( fake polaroids )
Mówią, że jestem inna niż tutaj. To prawda. Jestem o wiele bardziej głośna, czasem przeklinam ( ale staram się nie... ale w żartach lubię ), dużo żartuję, mam czarny humor, często jestem ironiczna, jestem także szczera aż do bólu i surowa w ocenie ludzi, którzy odpychają mnie swoim jestestwem. Mówią mi, że tutaj jestem taka cicha i delikatna. To prawda. Możliwe. A możliwe, że jestem po prostu naturalna, a może raczej naturalistyczna, choć trochę liryczna. W środku zawsze poszukuję ciszy, uwielbiam chwile zatrzymania się. Chowam się przed światem, gdy jestem już trochę nim zmęczona. Chowam się czasem za drzwiami przed swoimi wybuchami, chowam wybuchy słów, których ludzie nie chcą słyszeć. Lubię być cicho, ale lubię także dyskutować. Lubię być spokojna, ale lubię także się śmiać. Jestem poważna, ale z drugiej strony uwielbiam żartować. Każdy z nas ma swoje cichości i delikatności, które skrywa tylko dla siebie i dla najbliższych. Czemu to, co piszę wydaje się być melancholijne? Nie wiem... Bo może, gdy opowiada się po cichu, to wydaje się być smutno? Nie wiem... Lubię być cicha. Cicho opowiadać. Tylko często w zwykłym życiu, nie-pisanym, mi to nie wychodzi. A może to i dobrze?

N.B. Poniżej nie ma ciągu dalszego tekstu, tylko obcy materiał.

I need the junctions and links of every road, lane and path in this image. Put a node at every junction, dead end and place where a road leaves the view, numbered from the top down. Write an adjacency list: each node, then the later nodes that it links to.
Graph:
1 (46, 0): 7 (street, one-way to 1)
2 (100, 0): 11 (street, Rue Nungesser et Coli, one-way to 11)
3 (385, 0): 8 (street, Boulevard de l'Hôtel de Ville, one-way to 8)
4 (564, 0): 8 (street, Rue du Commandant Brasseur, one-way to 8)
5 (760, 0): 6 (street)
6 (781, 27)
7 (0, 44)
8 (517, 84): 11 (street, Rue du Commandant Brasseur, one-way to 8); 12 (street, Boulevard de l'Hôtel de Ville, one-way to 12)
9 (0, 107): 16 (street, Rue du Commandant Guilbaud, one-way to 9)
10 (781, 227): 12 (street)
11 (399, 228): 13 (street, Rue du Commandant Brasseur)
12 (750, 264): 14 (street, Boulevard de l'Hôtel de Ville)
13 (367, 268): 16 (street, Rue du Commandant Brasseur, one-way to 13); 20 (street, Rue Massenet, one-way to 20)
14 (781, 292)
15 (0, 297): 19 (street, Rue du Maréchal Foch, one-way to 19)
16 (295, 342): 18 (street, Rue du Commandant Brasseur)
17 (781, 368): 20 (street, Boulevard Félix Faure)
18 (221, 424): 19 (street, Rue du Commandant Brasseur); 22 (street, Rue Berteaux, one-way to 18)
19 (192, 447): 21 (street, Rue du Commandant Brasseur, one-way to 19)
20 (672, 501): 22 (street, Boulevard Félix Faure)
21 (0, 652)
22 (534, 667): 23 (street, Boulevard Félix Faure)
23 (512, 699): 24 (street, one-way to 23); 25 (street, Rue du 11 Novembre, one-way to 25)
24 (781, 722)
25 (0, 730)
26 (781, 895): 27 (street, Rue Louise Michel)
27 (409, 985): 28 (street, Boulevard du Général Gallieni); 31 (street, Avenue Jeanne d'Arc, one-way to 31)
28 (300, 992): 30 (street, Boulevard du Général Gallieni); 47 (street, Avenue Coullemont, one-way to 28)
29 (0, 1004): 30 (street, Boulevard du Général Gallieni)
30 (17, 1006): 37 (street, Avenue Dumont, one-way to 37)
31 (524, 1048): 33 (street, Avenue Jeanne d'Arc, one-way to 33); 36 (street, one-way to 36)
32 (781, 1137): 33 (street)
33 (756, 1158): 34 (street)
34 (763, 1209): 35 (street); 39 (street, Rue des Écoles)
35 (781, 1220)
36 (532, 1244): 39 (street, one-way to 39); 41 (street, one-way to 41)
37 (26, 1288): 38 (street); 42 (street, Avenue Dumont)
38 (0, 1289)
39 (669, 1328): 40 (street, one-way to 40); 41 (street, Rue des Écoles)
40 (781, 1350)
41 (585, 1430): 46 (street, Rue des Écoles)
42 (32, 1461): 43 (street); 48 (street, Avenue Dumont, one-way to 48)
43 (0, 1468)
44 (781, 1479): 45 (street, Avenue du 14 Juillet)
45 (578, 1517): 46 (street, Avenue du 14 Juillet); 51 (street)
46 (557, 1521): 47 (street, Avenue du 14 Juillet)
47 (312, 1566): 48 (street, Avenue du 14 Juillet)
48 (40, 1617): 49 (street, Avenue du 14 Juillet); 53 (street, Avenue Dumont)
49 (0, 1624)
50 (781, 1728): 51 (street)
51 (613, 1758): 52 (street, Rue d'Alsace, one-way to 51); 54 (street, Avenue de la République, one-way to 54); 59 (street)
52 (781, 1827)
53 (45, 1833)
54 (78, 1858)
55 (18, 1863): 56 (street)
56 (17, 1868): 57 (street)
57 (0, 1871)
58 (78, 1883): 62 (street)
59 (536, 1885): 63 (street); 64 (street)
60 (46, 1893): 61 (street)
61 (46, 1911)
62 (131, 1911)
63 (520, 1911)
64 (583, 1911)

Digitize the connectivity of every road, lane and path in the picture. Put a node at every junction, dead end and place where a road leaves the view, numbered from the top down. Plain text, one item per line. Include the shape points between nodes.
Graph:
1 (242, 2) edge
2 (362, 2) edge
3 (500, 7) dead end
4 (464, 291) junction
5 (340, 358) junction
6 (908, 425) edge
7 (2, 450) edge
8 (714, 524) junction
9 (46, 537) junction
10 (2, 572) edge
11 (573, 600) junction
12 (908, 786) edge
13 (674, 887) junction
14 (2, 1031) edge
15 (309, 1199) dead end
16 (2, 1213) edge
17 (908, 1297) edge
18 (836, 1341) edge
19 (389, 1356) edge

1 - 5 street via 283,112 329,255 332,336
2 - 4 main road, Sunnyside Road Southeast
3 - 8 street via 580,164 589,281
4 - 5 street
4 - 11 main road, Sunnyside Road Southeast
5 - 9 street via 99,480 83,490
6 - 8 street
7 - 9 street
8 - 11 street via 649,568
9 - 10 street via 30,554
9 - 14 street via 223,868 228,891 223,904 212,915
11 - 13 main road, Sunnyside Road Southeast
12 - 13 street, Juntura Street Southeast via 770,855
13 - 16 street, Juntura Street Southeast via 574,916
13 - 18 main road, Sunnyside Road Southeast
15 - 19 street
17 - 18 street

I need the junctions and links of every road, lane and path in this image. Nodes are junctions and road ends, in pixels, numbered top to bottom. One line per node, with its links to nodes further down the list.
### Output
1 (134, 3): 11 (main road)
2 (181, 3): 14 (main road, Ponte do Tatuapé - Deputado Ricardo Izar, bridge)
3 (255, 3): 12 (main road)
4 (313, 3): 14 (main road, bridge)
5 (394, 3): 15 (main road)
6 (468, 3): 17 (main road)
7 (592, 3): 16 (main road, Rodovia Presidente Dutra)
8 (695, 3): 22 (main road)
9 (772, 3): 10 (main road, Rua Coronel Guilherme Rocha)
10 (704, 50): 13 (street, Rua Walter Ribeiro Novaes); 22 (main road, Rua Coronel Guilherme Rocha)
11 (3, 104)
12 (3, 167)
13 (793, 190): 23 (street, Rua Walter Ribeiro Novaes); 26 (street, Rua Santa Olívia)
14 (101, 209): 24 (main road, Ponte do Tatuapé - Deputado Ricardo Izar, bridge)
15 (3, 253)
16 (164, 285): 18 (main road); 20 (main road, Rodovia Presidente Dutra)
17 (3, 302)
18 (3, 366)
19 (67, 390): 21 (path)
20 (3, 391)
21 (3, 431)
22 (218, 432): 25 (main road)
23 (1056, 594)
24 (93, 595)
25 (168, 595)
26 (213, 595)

P.S. Po warsztatach numer dwa. Zupełnie inni ludzie niż poprzednio. Bardziej cisi i spokojni. Może ze względu na większe doświadczenie? A może po prostu taki sposób bycia? W każdym razie dziękuję za ten czas. Było inspirująco i przemiło. :) ( I dziękuję Jackowi K., że siedział ze mną do drugiej nad ranem i rozmawiał, gdy reszta poszła spać. :D )
myślę, że u każdego tak jest. na co dzień nie łatwo być cichym, przepełnionym poezją i myślami. a to miejsce jest sposobem na to, by ta spokojniejsza strona 'nas' mogła żyć, nie musi być dzięki temu duszona.
OdpowiedzUsuńwśród swoich najbliższych też jestem głośna, niepoważna i czasami sama siebie denerwuję. życie. :)
Bo przecież z ludźmi trzeba się cieszyć, krzyczeć z radości itd... bo samemu to by wyszlo się w sumie na wariata :D Życie :)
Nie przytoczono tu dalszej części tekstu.